> _Stored items_:

>>>

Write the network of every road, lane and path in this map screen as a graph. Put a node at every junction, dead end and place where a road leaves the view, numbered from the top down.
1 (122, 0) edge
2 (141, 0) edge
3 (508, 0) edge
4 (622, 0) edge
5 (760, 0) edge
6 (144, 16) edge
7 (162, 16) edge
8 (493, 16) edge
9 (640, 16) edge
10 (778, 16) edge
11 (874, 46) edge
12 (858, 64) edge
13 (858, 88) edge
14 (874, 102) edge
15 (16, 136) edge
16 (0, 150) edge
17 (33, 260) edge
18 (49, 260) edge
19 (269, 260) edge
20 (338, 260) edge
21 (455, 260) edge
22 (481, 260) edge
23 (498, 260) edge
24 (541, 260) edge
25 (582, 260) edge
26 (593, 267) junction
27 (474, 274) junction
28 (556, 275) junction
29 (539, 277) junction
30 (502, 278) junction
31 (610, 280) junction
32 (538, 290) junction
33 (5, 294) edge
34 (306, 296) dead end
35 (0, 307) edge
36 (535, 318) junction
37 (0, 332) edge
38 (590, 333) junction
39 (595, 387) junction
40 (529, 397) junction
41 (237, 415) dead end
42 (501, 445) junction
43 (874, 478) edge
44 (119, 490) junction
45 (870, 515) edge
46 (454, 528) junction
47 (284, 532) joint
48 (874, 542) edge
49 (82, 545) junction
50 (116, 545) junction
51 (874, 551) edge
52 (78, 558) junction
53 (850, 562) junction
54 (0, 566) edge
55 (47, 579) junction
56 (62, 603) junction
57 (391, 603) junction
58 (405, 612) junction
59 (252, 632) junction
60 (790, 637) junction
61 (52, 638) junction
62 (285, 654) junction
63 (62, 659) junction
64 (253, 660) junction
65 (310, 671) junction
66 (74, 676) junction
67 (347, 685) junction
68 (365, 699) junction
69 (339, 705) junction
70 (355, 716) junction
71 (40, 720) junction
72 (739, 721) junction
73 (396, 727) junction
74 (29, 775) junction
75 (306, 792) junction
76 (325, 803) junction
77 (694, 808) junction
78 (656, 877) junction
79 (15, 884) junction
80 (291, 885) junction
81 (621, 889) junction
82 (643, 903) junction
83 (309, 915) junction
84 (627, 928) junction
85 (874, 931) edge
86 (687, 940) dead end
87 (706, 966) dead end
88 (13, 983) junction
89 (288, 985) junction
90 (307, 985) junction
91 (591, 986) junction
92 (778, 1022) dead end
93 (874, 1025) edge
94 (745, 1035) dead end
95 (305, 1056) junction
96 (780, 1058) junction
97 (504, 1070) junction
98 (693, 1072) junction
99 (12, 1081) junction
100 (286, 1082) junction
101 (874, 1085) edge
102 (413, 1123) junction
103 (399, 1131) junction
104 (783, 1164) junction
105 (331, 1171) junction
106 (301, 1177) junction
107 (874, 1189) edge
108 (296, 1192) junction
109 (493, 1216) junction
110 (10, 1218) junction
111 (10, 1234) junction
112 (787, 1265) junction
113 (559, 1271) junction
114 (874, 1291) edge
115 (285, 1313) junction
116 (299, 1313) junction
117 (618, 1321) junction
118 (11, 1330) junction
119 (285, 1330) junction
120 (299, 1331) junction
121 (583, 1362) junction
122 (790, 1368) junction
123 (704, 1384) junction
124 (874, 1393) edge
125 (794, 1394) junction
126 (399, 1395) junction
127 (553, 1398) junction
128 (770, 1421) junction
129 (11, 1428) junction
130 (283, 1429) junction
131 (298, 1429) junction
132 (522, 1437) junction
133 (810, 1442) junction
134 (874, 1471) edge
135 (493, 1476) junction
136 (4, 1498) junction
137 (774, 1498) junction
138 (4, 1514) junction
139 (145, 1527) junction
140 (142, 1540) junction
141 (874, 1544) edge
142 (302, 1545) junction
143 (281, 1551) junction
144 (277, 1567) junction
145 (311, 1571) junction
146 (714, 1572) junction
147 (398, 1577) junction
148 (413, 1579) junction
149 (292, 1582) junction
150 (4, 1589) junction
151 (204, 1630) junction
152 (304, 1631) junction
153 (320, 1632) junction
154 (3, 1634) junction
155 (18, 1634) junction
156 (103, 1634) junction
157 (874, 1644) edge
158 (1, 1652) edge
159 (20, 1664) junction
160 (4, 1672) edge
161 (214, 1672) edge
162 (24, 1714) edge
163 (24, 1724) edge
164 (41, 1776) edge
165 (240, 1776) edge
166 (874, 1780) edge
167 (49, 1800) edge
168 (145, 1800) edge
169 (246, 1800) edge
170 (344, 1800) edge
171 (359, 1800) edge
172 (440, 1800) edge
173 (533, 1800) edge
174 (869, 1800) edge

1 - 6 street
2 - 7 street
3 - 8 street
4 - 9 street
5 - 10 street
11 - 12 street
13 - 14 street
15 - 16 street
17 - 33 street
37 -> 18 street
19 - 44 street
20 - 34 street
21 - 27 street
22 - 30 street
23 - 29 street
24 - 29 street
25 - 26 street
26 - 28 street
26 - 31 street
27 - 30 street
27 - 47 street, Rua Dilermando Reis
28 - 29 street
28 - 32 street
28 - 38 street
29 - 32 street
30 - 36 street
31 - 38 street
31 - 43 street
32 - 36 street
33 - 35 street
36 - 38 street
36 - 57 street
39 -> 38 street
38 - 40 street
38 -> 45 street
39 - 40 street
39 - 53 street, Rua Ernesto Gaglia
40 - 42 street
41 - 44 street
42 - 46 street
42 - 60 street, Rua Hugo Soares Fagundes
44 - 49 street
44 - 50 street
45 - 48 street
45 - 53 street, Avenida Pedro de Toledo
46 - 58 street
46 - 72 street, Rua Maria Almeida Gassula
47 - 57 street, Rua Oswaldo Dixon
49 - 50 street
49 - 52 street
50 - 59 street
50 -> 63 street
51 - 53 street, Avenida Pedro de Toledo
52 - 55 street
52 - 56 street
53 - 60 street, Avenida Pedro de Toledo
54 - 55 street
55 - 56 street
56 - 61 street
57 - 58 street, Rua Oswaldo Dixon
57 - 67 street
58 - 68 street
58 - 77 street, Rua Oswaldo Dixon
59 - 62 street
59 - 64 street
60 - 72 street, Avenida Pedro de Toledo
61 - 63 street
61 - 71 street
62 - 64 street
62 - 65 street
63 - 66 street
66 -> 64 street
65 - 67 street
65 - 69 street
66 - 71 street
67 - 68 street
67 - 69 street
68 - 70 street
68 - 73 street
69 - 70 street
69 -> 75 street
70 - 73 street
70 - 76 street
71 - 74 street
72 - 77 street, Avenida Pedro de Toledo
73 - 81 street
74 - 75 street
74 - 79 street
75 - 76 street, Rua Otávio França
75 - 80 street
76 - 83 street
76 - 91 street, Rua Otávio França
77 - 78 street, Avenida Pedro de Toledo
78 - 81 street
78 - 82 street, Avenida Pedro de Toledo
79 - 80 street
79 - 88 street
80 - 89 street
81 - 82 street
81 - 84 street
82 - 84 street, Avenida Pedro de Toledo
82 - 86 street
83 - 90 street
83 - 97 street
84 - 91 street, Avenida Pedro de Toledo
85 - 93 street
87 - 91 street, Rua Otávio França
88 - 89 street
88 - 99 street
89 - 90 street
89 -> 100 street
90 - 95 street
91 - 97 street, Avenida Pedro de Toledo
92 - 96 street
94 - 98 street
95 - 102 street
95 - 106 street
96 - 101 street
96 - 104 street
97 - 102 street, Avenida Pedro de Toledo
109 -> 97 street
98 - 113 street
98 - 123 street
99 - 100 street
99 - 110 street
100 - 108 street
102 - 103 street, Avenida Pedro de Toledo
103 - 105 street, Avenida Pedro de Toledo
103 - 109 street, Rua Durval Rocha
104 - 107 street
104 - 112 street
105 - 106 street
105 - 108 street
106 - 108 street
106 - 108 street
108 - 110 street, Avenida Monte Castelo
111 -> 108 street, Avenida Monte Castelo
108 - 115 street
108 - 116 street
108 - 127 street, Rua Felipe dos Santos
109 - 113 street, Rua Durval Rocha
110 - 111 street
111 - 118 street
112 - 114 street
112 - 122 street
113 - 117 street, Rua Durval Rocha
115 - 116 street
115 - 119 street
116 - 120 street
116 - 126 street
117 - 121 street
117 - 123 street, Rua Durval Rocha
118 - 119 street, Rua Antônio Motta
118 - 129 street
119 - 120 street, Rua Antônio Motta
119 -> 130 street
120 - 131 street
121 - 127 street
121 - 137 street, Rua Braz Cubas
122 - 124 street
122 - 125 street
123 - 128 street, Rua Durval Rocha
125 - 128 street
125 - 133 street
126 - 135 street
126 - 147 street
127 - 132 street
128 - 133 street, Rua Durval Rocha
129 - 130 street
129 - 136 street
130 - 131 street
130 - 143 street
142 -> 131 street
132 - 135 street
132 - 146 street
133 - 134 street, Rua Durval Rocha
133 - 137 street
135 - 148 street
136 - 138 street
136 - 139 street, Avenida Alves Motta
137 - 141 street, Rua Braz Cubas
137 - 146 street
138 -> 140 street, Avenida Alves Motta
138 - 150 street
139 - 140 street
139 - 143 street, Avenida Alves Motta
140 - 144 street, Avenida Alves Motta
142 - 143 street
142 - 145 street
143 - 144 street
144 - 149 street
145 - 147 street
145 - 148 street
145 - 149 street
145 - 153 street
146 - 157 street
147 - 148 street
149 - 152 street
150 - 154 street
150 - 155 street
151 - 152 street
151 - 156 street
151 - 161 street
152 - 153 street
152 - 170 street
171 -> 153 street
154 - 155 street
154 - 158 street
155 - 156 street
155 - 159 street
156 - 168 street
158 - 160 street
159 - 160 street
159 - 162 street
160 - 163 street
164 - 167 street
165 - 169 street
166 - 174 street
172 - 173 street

<<<

> _WORK TO COMPLETE_: If a line in the data above holds the string "Rocha", report that line.

> _ANSWER FOR THIS EXERCISE_:
103 - 109 street, Rua Durval Rocha
109 - 113 street, Rua Durval Rocha
113 - 117 street, Rua Durval Rocha
117 - 123 street, Rua Durval Rocha
123 - 128 street, Rua Durval Rocha
128 - 133 street, Rua Durval Rocha
133 - 134 street, Rua Durval Rocha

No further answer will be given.